01 aprile 2023

LA VERITA' STORICA SU VIA RASELLA E LE FOSSE ARDEATINE

 


Via Rasella, 23 marzo 1944

La più importante azione di guerra contro gli occupanti nazisti avvenuta in una capitale europea


Collage:


In quell’azione l’orgoglio di una città ribelle
Davide Conti, Il Manifesto, 1 aprile 2023
Il 23 marzo 1944 a Roma i Gruppi di Azione Patriottica (GAP) del Partito Comunista, realizzarono la più importante azione di guerra contro l’esercito occupante nazista in una capitale europea.
Colpirono il III battaglione del Polizeiregiment Bozen in transito in Via Rasella di ritorno dall’addestramento militare. L’attacco provocò la morte di 33 militari tedeschi (il Bozen era formato da altoatesini optanti per la nazionalità germanica) di età compresa tra i 26 ed i 42 anni tutti armati.
I Comandi Alleati espressero encomio e ammirazione per l’azione dei gappisti che operavano dietro le linee naziste mentre gli anglo-americani combattevano sul fronte di Anzio-Nettuno.
Roma dal 10 settembre 1943 era sotto occupazione dei nazisti e dei collaborazionisti fascisti repubblichini. Proprio loro, i «ragazzi di Salò», aiutarono Kappler e le SS a redigere la lista dei 335 uomini che vennero fucilati per vendetta (nel più assoluto segreto per timore della rivolta della città) il 24 marzo 1944 alle Fosse Ardeatine.
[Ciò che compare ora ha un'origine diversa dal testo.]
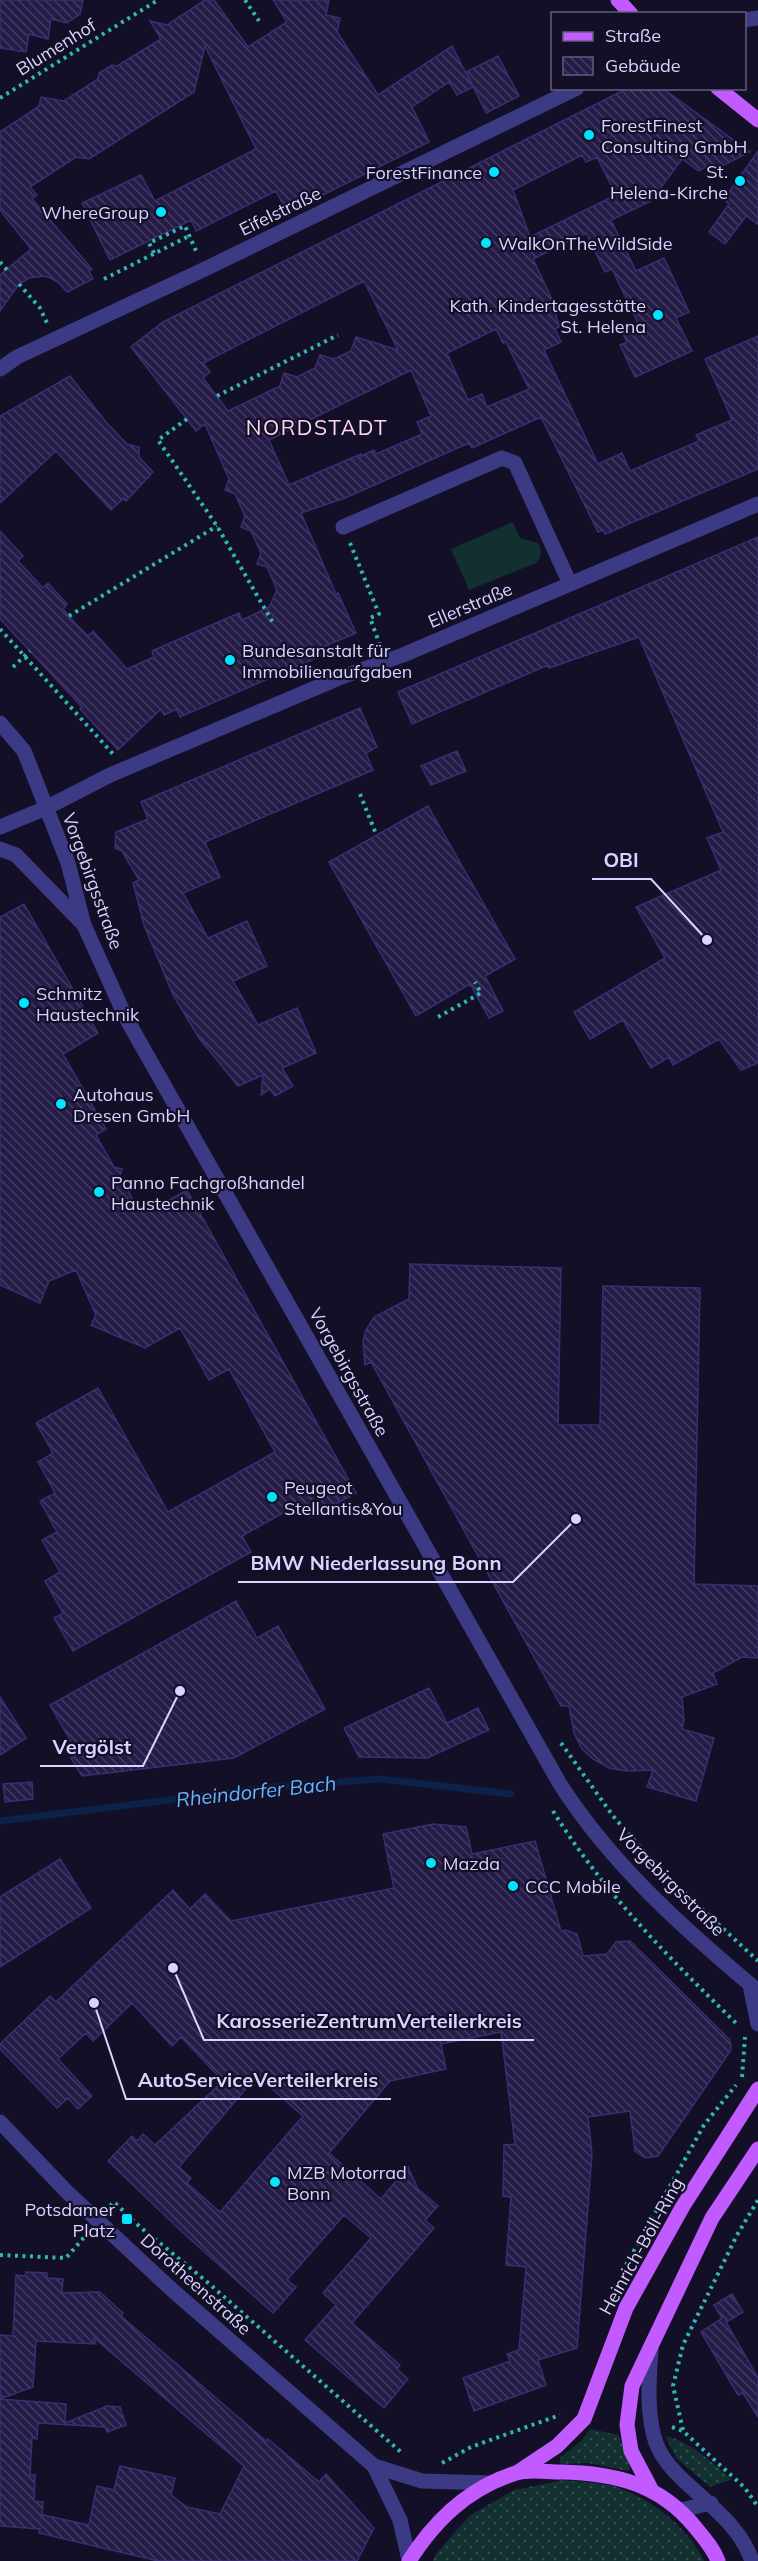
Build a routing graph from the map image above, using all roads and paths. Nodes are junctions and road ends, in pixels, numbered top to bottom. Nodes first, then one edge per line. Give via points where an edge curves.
1 (158, 0) edge
2 (245, 0) edge
3 (618, 0) edge
4 (629, 12) edge
5 (259, 21) dead end
6 (573, 90) edge
7 (720, 90) edge
8 (0, 98) edge
9 (758, 120) edge
10 (154, 254) junction
11 (0, 262) edge
12 (7, 270) dead end
13 (104, 279) dead end
14 (19, 284) dead end
15 (338, 335) dead end
16 (55, 340) junction
17 (0, 369) edge
18 (217, 396) dead end
19 (187, 419) dead end
20 (758, 504) edge
21 (217, 526) junction
22 (343, 527) joint
23 (570, 584) junction
24 (69, 616) dead end
25 (273, 623) dead end
26 (0, 628) edge
27 (374, 632) dead end
28 (30, 651) dead end
29 (25, 656) junction
30 (12, 668) dead end
31 (0, 723) edge
32 (126, 768) junction
33 (360, 794) dead end
34 (46, 808) junction
35 (0, 827) edge
36 (376, 834) dead end
37 (0, 849) edge
38 (84, 925) junction
39 (475, 982) dead end
40 (438, 1017) dead end
41 (559, 1740) dead end
42 (758, 1961) edge
43 (754, 1988) edge
44 (758, 2024) edge
45 (758, 2089) edge
46 (0, 2122) edge
47 (758, 2148) edge
48 (758, 2200) edge
49 (97, 2221) junction
50 (0, 2255) edge
51 (651, 2350) junction
52 (568, 2416) dead end
53 (660, 2426) junction
54 (683, 2431) junction
55 (408, 2458) dead end
56 (439, 2464) dead end
57 (374, 2466) junction
58 (518, 2472) junction
59 (491, 2483) junction
60 (651, 2489) junction
61 (711, 2503) junction
62 (758, 2507) edge
63 (681, 2510) junction
64 (409, 2560) edge
65 (718, 2561) edge
66 (752, 2561) edge

1 - 8 path, Blumenhof
2 - 5 path
3 - 4 main road
6 - 16 street, Eifelstraße
7 - 9 main road
10 - 10 path via 188,234 185,226 149,243
10 - 13 path
11 - 12 path
14 - 16 path via 40,308
15 - 18 path
16 - 17 street, Eifelstraße
19 - 21 path via 158,440
20 - 23 street, Ellerstraße
21 - 24 path
21 - 25 path
22 - 23 street via 502,458 515,463
22 - 27 path via 379,614 370,618
23 - 32 street, Ellerstraße
26 - 29 path
28 - 29 path
29 - 30 path
29 - 32 path
31 - 34 street, Vorgebirgsstraße via 24,751
32 - 34 street, Ellerstraße
33 - 36 path
34 - 35 street, Ellerstraße
34 - 38 street, Vorgebirgsstraße via 68,863
37 - 38 street via 16,855
38 - 43 street, Vorgebirgsstraße via 126,1018 577,1811 650,1893
39 - 40 path via 481,993
41 - 42 path via 613,1816 661,1871
43 - 44 street, Vorgebirgsstraße
45 - 58 main road, Heinrich-Böll-Ring via 683,2206 626,2308 584,2419 557,2446
46 - 49 street, Dorotheenstraße
47 - 51 main road via 712,2218
48 - 54 path via 683,2345 672,2386
49 - 50 path via 66,2258
49 - 55 path via 114,2202
49 - 57 street, Dorotheenstraße
51 - 53 street via 648,2389
51 - 60 main road via 632,2386 627,2425 631,2451
52 - 56 path via 471,2447
53 - 54 path
53 - 61 street via 657,2443 666,2460
54 - 62 path via 745,2488
57 - 59 street, Dorotheenstraße via 422,2481
57 - 64 street, Dorotheenstraße via 400,2520
58 - 59 main road
58 - 60 main road via 585,2472
59 - 64 main road via 458,2502 433,2526
60 - 63 main road
61 - 63 street
61 - 66 street via 734,2529
63 - 65 main road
Uccisi perché antifascisti, ebrei, dissidenti politici, militari leali.
Nel 1948 i nazisti furono condannati per la strage delle Fosse Ardeatine in quanto questa venne riconosciuta non come una «rappresaglia» (istituto esistente nei codici militari dell’epoca) ma come «war crime», un crimine di guerra.
Un crimine concepito come tale dagli stessi nazisti, tanto che il maggiore Hellmuth Dobbrick (che comandava il battaglione Bozen colpito in Via Rasella) rifiutò di eseguire l’ordine di esecuzione dell’eccidio delle Ardeatine e non fu punito poiché quell’ordine violava gli stessi regolamenti militari tedeschi.
Nel 1950 il Presidente della Repubblica Luigi Einaudi, su proposta del Presidente del Consiglio Alcide De Gasperi, conferì ai partigiani dei GAP Rosario Bentivegna e Franco Calamandrei la medaglia d’argento al valor militare per l’attacco di Via Rasella. Tanti altri gappisti sarebbero stati decorati dalla Repubblica: Lucia Ottobrini, Mario Fiorentini, Maria Teresa Regard, Ernesto Borghesi, Marisa Musu, Pasquale Balsamo, Carlo Salinari. Carla Capponi fu medaglia d’oro.
Nei 271 giorni di occupazione nazifascista di Roma si susseguirono i rastrellamenti di 2.500 carabinieri (7 ottobre 1943); di 1.023 ebrei (16 ottobre 1943); dei quartieri ribelli come il Quadraro (17 aprile 1944); le fucilazioni di Forte Bravetta; le torture di Via Tasso e delle pensioni «Oltremare» e «Jaccarino»; la strage di Pietralata (23 ottobre 1943); quella a La Storta (4 giugno 1944) e altri centinaia di assassinii di cui si è persa memoria in un Paese travolto da un processo di desertificazione culturale che cancella l’eredità della Resistenza e dell’antifascismo.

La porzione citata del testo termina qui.